• **Directions for this task**
Check each line of the data below for the string "Aleja", then report how many lines have it and nothing else.
▬▬▬▬▬▬
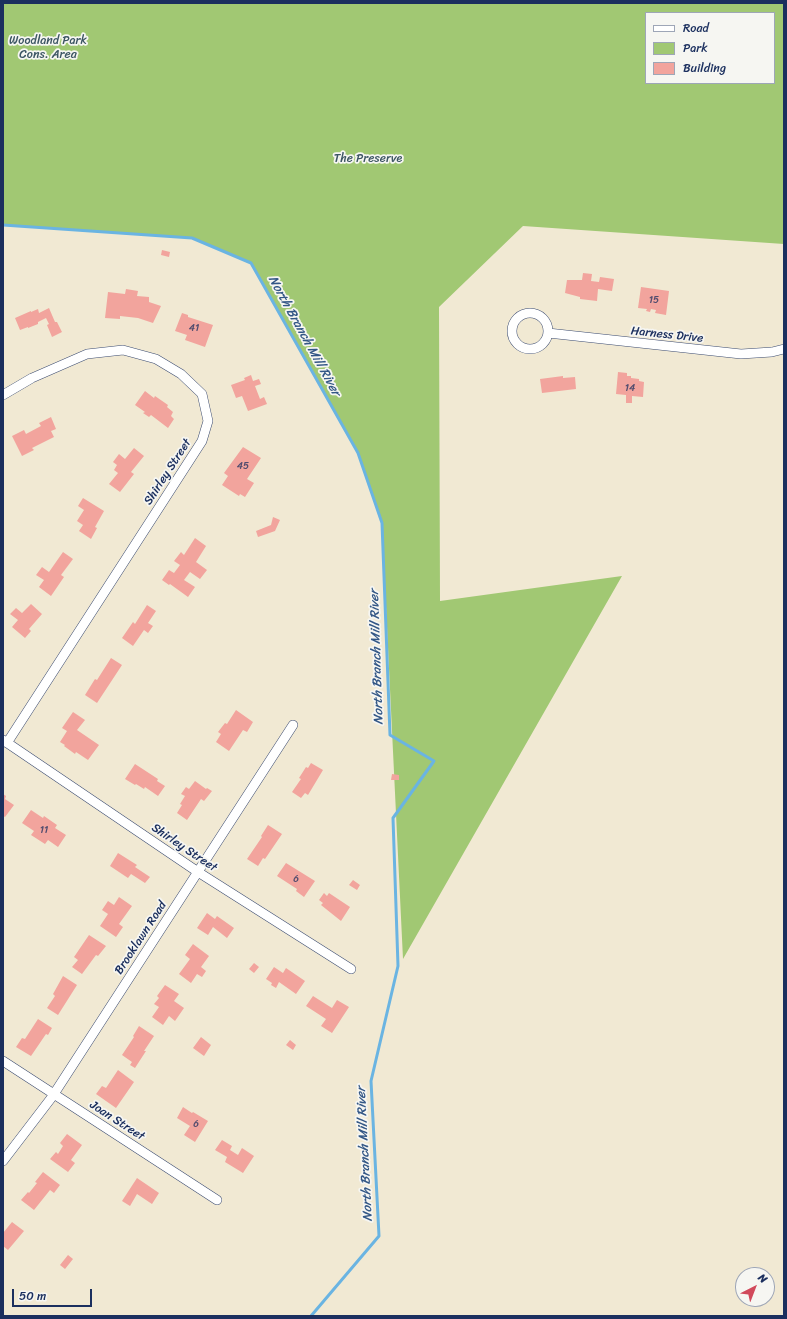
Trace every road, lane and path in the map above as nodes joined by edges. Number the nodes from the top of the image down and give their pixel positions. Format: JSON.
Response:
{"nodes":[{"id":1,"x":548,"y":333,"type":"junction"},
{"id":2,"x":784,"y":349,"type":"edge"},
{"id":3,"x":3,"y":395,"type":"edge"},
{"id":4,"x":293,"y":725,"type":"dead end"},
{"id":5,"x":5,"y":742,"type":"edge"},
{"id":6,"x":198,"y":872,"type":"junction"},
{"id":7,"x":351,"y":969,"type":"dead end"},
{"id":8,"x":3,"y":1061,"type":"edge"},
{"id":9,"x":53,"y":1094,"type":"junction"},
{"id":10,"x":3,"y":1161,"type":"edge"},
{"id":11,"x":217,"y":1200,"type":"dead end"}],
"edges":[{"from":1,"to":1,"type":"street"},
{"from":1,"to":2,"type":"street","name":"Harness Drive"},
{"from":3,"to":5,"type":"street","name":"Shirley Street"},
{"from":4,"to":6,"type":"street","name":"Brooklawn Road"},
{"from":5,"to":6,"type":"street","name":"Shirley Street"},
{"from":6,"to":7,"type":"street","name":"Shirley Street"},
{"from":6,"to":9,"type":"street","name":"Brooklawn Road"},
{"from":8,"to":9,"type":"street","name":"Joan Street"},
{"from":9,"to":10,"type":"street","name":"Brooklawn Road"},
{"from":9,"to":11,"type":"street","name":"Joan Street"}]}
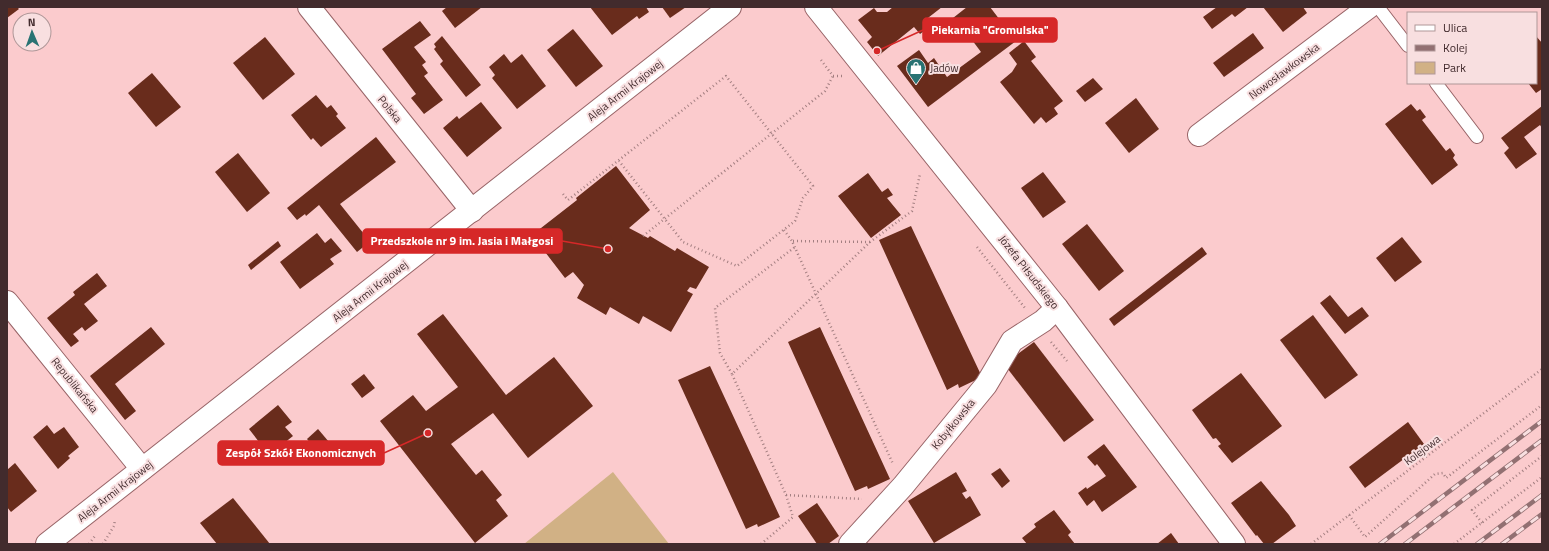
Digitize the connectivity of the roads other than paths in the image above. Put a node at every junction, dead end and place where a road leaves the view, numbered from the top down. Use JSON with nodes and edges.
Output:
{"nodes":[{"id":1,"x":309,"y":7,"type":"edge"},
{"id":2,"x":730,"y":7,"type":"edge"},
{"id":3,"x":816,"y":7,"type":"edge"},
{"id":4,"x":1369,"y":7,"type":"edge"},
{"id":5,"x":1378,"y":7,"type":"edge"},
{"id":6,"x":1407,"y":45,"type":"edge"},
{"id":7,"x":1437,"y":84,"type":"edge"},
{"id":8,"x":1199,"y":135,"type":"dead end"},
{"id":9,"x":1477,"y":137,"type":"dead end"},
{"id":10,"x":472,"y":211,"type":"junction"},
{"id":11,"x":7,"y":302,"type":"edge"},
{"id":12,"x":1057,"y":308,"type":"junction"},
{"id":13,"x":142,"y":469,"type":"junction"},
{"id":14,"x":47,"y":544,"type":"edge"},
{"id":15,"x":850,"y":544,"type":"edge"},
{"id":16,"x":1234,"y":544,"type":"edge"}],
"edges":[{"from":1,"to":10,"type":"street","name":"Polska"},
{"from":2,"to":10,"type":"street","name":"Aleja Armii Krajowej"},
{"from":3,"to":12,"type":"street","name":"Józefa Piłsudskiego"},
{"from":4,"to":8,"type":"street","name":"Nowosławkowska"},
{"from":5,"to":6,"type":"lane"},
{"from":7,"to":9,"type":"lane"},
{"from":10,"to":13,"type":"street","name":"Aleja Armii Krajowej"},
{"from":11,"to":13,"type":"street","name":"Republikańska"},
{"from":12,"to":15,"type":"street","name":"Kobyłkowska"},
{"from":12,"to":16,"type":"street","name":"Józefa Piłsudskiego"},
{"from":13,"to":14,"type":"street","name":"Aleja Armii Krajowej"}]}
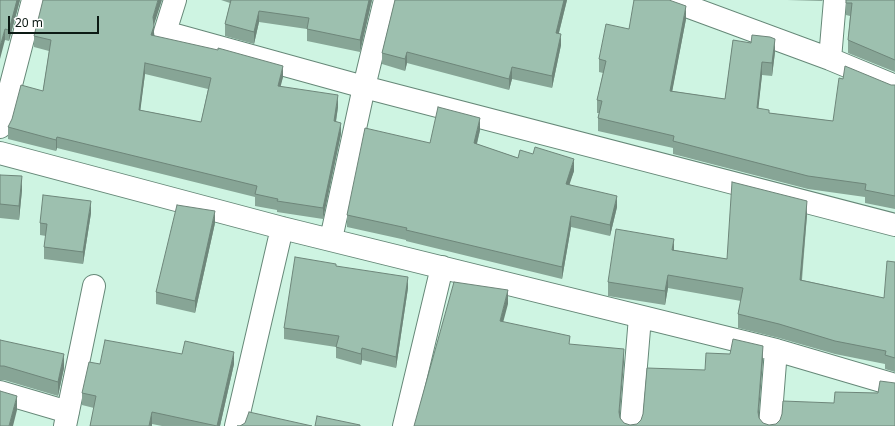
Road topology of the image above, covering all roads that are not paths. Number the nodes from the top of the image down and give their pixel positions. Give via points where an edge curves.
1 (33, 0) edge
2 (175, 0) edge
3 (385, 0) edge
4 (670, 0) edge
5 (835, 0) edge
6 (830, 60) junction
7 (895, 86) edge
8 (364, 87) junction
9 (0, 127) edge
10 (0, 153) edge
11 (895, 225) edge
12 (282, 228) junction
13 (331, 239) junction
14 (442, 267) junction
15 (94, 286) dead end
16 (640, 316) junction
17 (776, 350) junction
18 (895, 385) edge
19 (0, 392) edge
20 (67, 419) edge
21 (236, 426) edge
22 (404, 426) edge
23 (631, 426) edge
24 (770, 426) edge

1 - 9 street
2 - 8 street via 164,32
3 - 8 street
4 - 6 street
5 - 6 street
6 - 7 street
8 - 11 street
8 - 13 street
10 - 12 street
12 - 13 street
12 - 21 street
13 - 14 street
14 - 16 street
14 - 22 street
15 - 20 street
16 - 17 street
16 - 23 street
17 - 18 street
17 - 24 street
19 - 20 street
▬▬▬▬▬▬
• **Answer space**
3